**SOURCE DATA**

##########

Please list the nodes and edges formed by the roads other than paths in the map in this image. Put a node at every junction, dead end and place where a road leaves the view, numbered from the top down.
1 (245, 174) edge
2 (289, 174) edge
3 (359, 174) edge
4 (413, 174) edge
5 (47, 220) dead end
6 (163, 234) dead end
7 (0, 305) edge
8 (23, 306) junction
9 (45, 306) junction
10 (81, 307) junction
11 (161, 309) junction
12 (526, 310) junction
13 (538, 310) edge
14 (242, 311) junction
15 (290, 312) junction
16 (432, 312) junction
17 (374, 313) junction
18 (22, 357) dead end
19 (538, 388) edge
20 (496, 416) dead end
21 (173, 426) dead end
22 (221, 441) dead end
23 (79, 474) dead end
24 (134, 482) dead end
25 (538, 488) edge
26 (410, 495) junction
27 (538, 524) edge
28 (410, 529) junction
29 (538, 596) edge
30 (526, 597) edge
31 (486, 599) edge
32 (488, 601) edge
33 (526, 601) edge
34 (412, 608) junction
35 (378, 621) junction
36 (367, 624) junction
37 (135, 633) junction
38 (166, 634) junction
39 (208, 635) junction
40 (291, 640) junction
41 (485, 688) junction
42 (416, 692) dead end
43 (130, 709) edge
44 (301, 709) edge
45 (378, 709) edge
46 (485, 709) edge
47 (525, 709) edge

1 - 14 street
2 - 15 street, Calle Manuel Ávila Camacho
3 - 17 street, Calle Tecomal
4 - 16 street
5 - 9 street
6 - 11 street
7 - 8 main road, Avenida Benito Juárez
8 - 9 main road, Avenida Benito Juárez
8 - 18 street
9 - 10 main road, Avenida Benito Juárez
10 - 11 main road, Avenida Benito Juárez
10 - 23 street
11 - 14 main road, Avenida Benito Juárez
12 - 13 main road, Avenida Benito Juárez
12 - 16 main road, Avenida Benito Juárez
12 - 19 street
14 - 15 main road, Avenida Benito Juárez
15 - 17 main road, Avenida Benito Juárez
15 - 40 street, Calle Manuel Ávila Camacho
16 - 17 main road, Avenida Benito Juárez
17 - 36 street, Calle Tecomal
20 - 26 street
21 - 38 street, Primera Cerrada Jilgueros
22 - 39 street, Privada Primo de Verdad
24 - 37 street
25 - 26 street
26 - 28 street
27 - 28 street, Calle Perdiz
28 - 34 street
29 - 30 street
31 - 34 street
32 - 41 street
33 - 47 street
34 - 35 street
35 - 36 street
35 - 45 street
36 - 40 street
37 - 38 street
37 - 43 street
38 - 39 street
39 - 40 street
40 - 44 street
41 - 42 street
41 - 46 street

##########

**WHAT YOU WILL DO**
Could you copy every line from the records that has "Avenida" in it?

**EXPECTED OUTPUT**
7 - 8 main road, Avenida Benito Juárez
8 - 9 main road, Avenida Benito Juárez
9 - 10 main road, Avenida Benito Juárez
10 - 11 main road, Avenida Benito Juárez
11 - 14 main road, Avenida Benito Juárez
12 - 13 main road, Avenida Benito Juárez
12 - 16 main road, Avenida Benito Juárez
14 - 15 main road, Avenida Benito Juárez
15 - 17 main road, Avenida Benito Juárez
16 - 17 main road, Avenida Benito Juárez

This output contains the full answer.